(Extracted records)

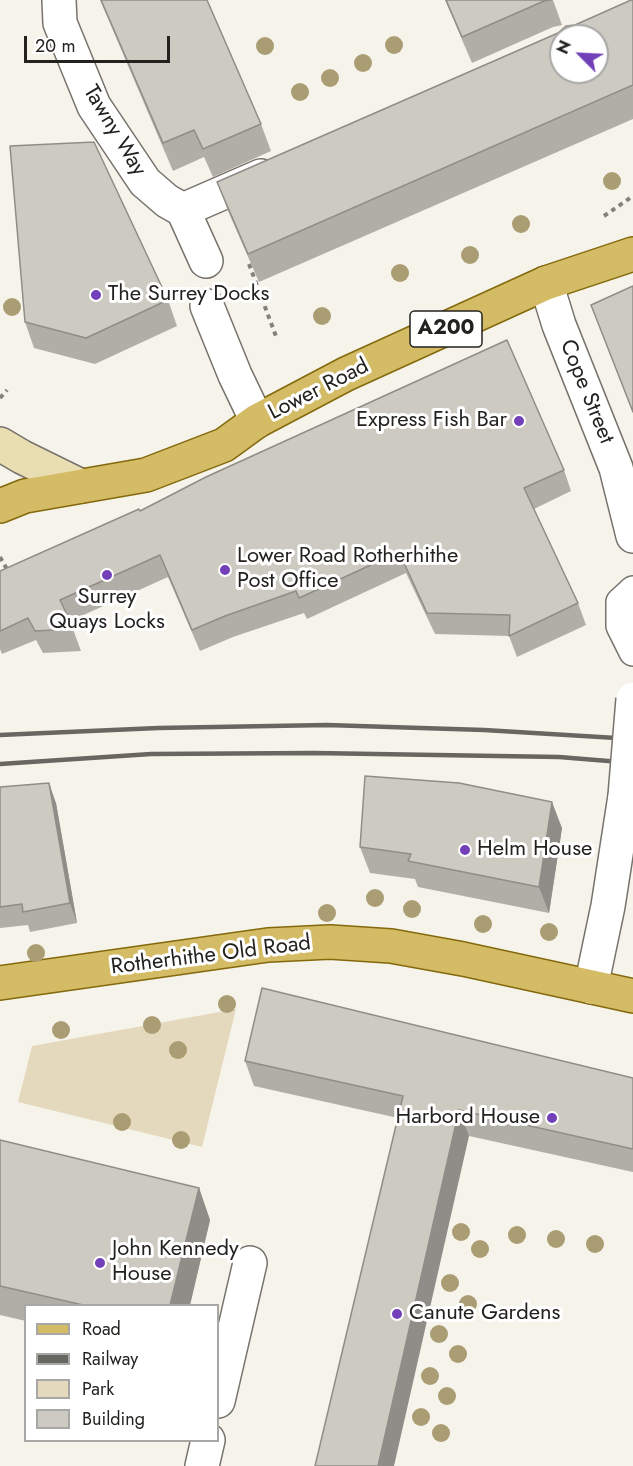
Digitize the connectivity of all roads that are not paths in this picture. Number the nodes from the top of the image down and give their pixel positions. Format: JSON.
{"nodes":[{"id":1,"x":59,"y":0,"type":"edge"},
{"id":2,"x":283,"y":167,"type":"edge"},
{"id":3,"x":183,"y":210,"type":"junction"},
{"id":4,"x":633,"y":254,"type":"edge"},
{"id":5,"x":206,"y":261,"type":"dead end"},
{"id":6,"x":546,"y":283,"type":"junction"},
{"id":7,"x":207,"y":306,"type":"dead end"},
{"id":8,"x":257,"y":421,"type":"junction"},
{"id":9,"x":0,"y":444,"type":"edge"},
{"id":10,"x":81,"y":486,"type":"junction"},
{"id":11,"x":0,"y":506,"type":"edge"},
{"id":12,"x":633,"y":536,"type":"edge"},
{"id":13,"x":633,"y":590,"type":"edge"},
{"id":14,"x":633,"y":652,"type":"edge"},
{"id":15,"x":633,"y":699,"type":"edge"},
{"id":16,"x":0,"y":984,"type":"edge"},
{"id":17,"x":591,"y":987,"type":"junction"},
{"id":18,"x":633,"y":996,"type":"edge"},
{"id":19,"x":250,"y":1263,"type":"dead end"},
{"id":20,"x":219,"y":1397,"type":"edge"},
{"id":21,"x":208,"y":1442,"type":"edge"},
{"id":22,"x":202,"y":1466,"type":"edge"}],
"edges":[{"from":1,"to":3,"type":"street","name":"Tawny Way"},
{"from":2,"to":3,"type":"street"},
{"from":3,"to":5,"type":"street"},
{"from":4,"to":6,"type":"main road","name":"Lower Road","number":"A200"},
{"from":6,"to":8,"type":"main road","name":"Lower Road","number":"A200"},
{"from":6,"to":12,"type":"street","name":"Cope Street"},
{"from":7,"to":8,"type":"street"},
{"from":8,"to":10,"type":"main road","name":"Lower Road","number":"A200"},
{"from":9,"to":10,"type":"main road"},
{"from":10,"to":11,"type":"main road","name":"Lower Road","number":"A200"},
{"from":13,"to":14,"type":"lane"},
{"from":15,"to":17,"type":"street","bridge":true},
{"from":16,"to":17,"type":"main road","name":"Rotherhithe Old Road"},
{"from":17,"to":18,"type":"main road","name":"Rotherhithe Old Road"},
{"from":19,"to":20,"type":"street"},
{"from":21,"to":22,"type":"street"}]}
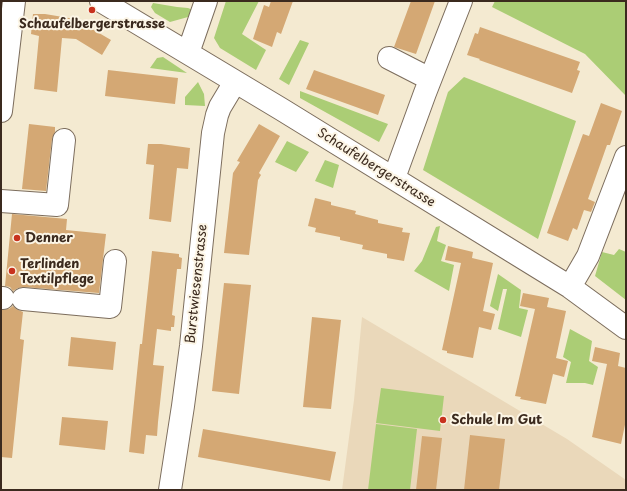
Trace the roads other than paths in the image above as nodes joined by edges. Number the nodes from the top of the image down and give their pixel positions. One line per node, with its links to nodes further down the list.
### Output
1 (14, 1): 9 (street)
2 (101, 1): 5 (street, Schaufelbergerstrasse)
3 (206, 1): 5 (street)
4 (461, 1): 7 (street)
5 (188, 53): 8 (street, Schaufelbergerstrasse)
6 (389, 58): 7 (street)
7 (430, 80): 12 (street)
8 (235, 82): 12 (street, Schaufelbergerstrasse); 18 (street, Burstwiesenstrasse)
9 (1, 111)
10 (64, 140): 13 (street)
11 (626, 157): 15 (street)
12 (394, 178): 15 (street, Schaufelbergerstrasse)
13 (1, 201)
14 (115, 261): 16 (street)
15 (570, 287): 17 (street, Schaufelbergerstrasse)
16 (9, 298)
17 (626, 328)
18 (170, 490)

#### Instructions to follow:
Each line above that contains the word "positions" should be counted, and only the total given.

#### Finished exercise:
2